The Bricklayers and Allied Craftworkers Local 7 Pension Plan in Austintown, Ohio, has submitted its third Treasury Department application to reduce benefits under the Multiemployer Pension Reform Act of 2014, along with a request for a partition from the Pension Benefit Guaranty Corp.
The plan is in critical and declining status, with $9.53 million in assets as of April 30, 2019. when it was 24% funded and projected to become insolvent by May 2023. At the time of its initial application in 2016, the plan had $14.6 million in assets and was 46.7% funded. There are now 108 terminated vested participants, 87 retirees receiving payments, 19 beneficiaries and no active participants.
In a letter to plan participants, the board of trustees said that both the proposed partition and reduction of benefits are necessary for the plan to avoid insolvency.
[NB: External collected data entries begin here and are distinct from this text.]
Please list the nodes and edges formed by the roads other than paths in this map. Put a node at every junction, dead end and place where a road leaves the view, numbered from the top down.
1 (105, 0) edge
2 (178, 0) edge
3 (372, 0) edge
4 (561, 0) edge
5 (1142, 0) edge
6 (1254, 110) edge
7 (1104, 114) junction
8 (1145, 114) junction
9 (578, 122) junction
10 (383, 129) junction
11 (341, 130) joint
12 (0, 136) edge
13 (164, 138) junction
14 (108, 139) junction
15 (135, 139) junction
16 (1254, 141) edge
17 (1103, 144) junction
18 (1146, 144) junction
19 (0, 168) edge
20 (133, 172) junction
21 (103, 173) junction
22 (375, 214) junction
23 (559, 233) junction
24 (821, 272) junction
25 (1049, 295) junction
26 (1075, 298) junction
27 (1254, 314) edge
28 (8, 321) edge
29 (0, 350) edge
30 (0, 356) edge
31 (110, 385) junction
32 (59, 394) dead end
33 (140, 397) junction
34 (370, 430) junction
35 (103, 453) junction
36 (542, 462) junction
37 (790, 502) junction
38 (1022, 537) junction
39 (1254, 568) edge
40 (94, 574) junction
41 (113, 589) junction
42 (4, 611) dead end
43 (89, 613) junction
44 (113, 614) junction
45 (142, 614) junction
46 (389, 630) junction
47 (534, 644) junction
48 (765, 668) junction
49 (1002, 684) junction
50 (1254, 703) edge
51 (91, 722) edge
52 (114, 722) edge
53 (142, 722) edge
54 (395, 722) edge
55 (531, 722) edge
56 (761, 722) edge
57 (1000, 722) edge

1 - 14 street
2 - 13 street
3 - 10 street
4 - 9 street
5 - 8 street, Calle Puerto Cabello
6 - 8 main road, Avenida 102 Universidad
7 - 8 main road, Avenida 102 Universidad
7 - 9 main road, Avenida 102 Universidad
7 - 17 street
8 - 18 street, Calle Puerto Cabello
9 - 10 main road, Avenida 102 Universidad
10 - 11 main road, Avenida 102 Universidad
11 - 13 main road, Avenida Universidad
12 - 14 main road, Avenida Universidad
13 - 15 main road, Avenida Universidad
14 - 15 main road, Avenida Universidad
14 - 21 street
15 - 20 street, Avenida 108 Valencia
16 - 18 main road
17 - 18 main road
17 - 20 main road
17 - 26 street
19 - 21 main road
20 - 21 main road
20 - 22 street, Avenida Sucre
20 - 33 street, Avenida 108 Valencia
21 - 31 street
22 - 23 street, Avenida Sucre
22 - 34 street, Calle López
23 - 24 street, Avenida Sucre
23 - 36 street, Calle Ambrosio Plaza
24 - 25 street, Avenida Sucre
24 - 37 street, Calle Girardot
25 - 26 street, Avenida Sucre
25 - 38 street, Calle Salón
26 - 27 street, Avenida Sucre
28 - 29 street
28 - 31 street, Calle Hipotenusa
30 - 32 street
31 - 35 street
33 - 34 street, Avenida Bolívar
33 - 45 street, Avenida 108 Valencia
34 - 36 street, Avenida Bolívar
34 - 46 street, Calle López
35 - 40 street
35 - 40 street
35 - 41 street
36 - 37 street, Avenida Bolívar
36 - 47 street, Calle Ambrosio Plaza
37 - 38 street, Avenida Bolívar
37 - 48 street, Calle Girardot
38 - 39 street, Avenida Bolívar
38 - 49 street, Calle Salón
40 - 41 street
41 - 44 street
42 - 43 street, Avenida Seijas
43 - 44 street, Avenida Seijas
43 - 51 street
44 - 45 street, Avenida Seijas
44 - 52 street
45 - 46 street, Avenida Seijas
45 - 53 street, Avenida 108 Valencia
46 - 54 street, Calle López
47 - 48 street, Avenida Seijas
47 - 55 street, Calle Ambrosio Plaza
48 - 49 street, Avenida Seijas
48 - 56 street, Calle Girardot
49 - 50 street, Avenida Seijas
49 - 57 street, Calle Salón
The application proposes reducing benefits to 110% of the PBGC guaranteed level, which for a participant with 30 years of service averages about $13,000 a year.
The letter notes that a second application was withdrawn May 22 after discussions with Treasury officials and the new one was submitted on May 29, "to take into account the recent COVID-19 crisis, which impacted both investment returns and the potential work outlook."
Partitioning sets up a second plan to pay some benefits that the PBGC guarantees and is granted only if the changes will make a pension fund solvent for at least 30 years. Before MPRA, the PBGC had some authority to facilitate partitions but it was rarely used. Now, struggling plans must cut benefits first, by enough to keep the plan solvent.